Do note Oneonta requires some serious scrambling over massive boulders and a logjam or two, so you need to be agile and fit to do it. I’ve seen plenty of non-agile, unfit people in inappropriate footwear (tennis shoes, Chaco’s with Vibram soles or Keen shoes are ideal; water socks or high heels aren’t going to cut it) attempt the gorge. It isn’t pretty, and usually results in a homo sapiens jam, if not minor injury.Oneonta is a slot canyon, just 20 feet wide. A half-mile down the creek bed is a 100-foot waterfall that spills into a clear pool. The thing about the gorge is that there’s no trail; you need to either swim, scramble or slosh it.

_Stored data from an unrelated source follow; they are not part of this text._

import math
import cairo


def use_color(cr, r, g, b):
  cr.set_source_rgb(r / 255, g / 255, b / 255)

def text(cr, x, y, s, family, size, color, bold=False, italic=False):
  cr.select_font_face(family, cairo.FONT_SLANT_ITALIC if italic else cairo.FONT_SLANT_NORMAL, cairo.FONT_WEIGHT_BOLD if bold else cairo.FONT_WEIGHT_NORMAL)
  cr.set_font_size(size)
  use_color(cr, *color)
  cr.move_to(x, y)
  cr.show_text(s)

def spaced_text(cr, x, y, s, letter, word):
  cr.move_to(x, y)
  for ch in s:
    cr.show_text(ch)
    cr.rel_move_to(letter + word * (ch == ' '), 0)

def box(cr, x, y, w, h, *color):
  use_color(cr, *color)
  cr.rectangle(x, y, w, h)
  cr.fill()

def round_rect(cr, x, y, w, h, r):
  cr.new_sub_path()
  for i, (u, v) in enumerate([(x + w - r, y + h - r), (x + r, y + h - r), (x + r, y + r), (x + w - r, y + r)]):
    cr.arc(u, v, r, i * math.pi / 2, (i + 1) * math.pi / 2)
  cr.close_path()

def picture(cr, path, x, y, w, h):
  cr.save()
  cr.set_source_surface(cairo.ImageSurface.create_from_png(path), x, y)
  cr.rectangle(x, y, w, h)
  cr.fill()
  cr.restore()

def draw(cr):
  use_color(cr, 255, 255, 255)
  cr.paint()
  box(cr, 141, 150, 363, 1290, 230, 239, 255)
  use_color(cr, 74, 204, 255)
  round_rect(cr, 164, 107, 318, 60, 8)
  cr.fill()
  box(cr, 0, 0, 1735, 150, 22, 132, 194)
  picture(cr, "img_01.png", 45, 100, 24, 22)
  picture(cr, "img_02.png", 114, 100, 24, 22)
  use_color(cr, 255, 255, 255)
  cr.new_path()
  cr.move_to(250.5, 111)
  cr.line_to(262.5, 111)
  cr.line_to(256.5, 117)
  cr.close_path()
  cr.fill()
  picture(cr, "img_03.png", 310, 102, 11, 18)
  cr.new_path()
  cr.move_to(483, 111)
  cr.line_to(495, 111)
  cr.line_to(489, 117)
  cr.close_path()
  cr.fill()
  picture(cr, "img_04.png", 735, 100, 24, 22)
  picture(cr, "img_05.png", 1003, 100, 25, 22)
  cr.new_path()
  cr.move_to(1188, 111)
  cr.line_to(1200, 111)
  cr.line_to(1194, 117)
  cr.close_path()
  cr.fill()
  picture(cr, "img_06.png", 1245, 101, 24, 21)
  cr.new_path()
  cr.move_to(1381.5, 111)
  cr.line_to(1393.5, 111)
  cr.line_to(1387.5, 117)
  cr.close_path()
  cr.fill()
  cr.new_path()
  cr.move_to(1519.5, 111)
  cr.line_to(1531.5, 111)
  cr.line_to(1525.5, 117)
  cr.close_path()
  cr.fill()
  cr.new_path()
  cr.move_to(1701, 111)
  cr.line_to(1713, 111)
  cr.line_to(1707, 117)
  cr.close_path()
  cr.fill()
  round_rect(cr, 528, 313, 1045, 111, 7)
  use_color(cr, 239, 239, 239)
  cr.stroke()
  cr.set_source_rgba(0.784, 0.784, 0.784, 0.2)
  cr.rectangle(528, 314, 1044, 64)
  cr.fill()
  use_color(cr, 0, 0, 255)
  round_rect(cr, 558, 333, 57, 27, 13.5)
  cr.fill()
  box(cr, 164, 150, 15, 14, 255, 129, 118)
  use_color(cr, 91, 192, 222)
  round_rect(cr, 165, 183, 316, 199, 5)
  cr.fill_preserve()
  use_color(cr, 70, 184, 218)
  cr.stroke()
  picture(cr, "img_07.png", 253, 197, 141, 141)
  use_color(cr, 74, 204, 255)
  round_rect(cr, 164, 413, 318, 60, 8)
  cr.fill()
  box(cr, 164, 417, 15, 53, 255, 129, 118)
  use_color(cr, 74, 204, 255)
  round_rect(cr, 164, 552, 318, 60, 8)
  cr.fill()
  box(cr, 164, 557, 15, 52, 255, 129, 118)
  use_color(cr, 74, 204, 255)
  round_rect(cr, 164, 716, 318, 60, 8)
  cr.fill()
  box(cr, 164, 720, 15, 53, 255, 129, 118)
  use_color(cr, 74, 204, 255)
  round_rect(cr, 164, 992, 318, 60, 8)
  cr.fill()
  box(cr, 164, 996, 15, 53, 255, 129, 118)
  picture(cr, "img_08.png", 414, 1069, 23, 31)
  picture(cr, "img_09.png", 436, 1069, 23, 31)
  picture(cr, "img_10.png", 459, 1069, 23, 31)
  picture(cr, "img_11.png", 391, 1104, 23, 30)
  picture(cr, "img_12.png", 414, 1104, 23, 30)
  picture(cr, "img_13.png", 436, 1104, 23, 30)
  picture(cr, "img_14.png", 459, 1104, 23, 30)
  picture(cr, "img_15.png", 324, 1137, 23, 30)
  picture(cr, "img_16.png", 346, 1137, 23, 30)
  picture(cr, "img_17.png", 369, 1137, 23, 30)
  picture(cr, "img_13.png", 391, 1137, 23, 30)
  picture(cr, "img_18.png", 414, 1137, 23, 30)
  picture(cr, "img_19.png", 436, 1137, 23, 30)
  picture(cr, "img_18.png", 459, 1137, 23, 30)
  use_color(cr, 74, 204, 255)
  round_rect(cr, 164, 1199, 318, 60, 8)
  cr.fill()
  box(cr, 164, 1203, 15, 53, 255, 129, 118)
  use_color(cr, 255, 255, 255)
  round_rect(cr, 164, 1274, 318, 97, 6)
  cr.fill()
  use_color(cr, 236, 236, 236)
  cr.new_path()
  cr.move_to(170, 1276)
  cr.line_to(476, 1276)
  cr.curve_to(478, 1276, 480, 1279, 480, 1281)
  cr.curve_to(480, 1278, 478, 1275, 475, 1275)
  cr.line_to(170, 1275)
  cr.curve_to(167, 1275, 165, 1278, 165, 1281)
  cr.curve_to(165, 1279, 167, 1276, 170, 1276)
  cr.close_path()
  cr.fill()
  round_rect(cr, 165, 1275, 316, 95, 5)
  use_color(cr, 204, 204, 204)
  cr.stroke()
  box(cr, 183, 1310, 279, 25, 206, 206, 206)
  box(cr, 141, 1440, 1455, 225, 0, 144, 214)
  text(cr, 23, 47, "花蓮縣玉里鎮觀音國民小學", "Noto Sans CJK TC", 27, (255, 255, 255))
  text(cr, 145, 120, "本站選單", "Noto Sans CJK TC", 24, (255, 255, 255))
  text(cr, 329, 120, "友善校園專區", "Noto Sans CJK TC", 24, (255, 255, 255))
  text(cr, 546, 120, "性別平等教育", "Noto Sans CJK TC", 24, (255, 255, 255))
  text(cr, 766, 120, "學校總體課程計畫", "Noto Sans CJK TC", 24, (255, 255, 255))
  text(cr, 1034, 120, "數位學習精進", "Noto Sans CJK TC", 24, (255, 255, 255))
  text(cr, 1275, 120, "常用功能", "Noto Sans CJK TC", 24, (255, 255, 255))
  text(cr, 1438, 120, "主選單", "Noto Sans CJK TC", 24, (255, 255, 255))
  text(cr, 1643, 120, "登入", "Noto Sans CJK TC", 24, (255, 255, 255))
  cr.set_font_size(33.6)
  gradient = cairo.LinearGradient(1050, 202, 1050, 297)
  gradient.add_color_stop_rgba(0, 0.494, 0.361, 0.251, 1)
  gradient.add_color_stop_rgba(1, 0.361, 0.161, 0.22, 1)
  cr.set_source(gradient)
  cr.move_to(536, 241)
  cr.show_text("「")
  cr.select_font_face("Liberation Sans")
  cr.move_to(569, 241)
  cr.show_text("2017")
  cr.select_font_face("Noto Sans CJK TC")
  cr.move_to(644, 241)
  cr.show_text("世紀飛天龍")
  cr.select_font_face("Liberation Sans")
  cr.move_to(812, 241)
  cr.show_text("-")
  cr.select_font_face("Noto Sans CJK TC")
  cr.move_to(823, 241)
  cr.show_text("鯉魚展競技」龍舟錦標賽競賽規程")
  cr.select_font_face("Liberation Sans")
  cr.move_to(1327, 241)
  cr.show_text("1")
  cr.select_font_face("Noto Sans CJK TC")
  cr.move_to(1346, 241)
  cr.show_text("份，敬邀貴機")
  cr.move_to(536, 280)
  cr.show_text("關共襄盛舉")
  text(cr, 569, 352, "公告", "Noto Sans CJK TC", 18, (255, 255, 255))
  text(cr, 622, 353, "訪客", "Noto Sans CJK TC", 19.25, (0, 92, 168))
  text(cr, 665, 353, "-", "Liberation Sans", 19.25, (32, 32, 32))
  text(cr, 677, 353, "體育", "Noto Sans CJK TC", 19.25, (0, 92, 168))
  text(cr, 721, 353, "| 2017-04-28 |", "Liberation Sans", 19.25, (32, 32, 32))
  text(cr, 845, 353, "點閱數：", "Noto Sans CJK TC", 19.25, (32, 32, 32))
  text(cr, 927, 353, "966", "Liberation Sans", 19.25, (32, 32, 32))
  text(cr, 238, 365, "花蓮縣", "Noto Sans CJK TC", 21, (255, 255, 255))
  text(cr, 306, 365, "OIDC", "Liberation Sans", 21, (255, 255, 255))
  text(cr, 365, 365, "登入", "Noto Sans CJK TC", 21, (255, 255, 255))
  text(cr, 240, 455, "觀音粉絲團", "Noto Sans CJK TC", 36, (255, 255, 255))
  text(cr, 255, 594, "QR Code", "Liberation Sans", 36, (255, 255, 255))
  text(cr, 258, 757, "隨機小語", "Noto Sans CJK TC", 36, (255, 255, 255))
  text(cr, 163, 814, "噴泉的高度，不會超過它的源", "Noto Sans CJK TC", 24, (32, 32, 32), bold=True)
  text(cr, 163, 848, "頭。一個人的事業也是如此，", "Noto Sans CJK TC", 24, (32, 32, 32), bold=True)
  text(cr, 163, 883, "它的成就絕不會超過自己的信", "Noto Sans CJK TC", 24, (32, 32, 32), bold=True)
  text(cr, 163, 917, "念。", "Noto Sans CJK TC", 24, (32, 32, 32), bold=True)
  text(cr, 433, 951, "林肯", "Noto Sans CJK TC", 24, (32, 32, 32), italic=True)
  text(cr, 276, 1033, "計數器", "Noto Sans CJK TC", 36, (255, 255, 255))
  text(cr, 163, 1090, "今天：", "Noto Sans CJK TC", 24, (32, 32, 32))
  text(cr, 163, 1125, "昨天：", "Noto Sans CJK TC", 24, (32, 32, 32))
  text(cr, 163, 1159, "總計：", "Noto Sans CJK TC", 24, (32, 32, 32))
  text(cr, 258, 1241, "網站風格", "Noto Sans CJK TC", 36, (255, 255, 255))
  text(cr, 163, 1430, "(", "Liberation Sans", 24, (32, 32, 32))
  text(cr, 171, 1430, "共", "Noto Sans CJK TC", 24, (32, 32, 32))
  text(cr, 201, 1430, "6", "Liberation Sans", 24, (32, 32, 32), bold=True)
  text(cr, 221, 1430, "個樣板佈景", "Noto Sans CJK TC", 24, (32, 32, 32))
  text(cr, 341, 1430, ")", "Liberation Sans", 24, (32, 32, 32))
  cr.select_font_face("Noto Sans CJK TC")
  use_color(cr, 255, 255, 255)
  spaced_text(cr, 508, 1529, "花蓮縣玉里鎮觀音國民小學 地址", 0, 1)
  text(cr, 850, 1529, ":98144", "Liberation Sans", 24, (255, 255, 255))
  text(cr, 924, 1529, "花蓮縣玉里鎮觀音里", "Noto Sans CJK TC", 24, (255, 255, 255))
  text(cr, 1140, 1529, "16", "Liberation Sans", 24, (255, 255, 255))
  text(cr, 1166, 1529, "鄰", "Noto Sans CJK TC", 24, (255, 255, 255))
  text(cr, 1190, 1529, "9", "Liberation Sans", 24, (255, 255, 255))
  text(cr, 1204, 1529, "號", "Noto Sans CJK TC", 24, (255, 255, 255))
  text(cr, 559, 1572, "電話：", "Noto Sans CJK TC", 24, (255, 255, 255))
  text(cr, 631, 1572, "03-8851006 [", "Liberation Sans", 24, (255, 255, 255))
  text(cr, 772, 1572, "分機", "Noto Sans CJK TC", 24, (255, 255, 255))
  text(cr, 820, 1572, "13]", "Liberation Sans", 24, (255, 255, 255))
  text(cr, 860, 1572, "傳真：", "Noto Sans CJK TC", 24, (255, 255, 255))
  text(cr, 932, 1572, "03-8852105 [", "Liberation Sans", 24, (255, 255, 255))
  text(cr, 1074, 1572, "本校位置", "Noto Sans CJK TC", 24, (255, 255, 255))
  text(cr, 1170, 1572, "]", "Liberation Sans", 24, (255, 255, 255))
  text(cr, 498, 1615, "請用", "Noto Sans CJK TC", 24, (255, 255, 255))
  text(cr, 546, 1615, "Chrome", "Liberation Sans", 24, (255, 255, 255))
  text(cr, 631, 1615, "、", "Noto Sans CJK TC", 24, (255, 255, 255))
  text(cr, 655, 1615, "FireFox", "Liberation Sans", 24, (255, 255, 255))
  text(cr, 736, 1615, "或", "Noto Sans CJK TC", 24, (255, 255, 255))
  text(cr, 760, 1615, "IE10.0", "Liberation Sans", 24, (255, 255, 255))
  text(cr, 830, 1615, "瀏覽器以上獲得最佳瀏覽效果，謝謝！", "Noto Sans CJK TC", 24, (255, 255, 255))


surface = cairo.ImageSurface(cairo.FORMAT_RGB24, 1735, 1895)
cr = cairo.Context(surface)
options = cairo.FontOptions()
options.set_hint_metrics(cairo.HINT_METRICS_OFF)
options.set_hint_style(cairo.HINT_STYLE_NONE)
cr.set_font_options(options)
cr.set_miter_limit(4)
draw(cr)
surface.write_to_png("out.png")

The first time I visited, the water was so high in October that it hit me mid-chest. Because I don’t relish swimming in snowmelt and I love a challenge, I decided to see if I could climb the entire route without touching the water. To this day, I have no idea how I managed to grip those wet, slippery, craggy canyon walls without falling, but I succeeded. To be honest, I’m still impressed with myself (and rather despondent that I no longer possess that kind of upper body strength).
I’ve also done Oneonta when it’s just ankle-deep, but regardless of water levels, you can always count on its sheer basalt walls to be teeming with ferns, mosses, lichens and other primordial plants. It’s otherworldly in there, and I find it oddly soothing, even with summer crowds. You could go early in the morning to avoid them, but it’s better to wait until for heat of the day, when the cool, misty air of the gorge provides a respite, and the sun’s rays send shafts of light down into its green depths.
For the most diverse hiking experience, I suggest combining Oneonta in combination with the connecting 2.6-miles Horsetail Falls Loop. This extension will take you up into the forest, and provide views of the Columbia River from the Oneonta Bluffs. For the truly lazy, the 176-foot falls are visible from the roadside.
Take I-84 East to the Ainsworth Park Exit 35, and make a right (west) on the Historic Columbia River Highway for 1.5 miles, until you reach the Horsetail Falls Trailhead parking lot. Cross the road, head west a few hundred yards through Oneonta Tunnel and you’ll see the “trailhead,” alongside a bridge with a set of decrepit concrete steps. Get ready to wade or scramble.
Tip: Ainsworth State Park is a lovely campground, and open March through October, first-come, first-served.